[Saved data entries]
──────

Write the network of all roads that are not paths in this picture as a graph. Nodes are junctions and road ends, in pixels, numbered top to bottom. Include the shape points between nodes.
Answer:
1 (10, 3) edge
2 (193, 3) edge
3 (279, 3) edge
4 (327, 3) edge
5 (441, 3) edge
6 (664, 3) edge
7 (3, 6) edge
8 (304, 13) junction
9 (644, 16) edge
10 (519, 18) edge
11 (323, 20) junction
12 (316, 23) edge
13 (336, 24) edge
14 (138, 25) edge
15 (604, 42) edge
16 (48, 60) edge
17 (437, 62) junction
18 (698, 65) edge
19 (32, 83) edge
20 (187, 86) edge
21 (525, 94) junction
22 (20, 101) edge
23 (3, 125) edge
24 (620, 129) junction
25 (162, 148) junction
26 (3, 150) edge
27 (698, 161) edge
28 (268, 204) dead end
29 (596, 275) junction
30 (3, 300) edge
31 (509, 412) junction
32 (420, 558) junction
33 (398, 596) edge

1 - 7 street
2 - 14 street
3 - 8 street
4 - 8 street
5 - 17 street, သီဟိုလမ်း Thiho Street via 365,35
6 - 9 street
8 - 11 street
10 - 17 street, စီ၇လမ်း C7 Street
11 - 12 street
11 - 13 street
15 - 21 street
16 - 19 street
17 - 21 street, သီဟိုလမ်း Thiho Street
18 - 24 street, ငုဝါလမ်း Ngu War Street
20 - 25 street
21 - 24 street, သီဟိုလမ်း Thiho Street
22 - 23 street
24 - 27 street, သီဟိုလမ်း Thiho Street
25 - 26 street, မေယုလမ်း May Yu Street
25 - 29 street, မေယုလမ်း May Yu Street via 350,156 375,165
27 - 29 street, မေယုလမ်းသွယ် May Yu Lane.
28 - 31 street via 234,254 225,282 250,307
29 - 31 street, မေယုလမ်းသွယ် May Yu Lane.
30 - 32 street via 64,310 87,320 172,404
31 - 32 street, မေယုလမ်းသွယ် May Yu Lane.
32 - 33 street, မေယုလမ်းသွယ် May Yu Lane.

──────

* [Work to complete]: The response must contain each line above that holds the string "Thiho".

* [Output of the task]:
5 - 17 street, သီဟိုလမ်း Thiho Street via 365,35
17 - 21 street, သီဟိုလမ်း Thiho Street
21 - 24 street, သီဟိုလမ်း Thiho Street
24 - 27 street, သီဟိုလမ်း Thiho Street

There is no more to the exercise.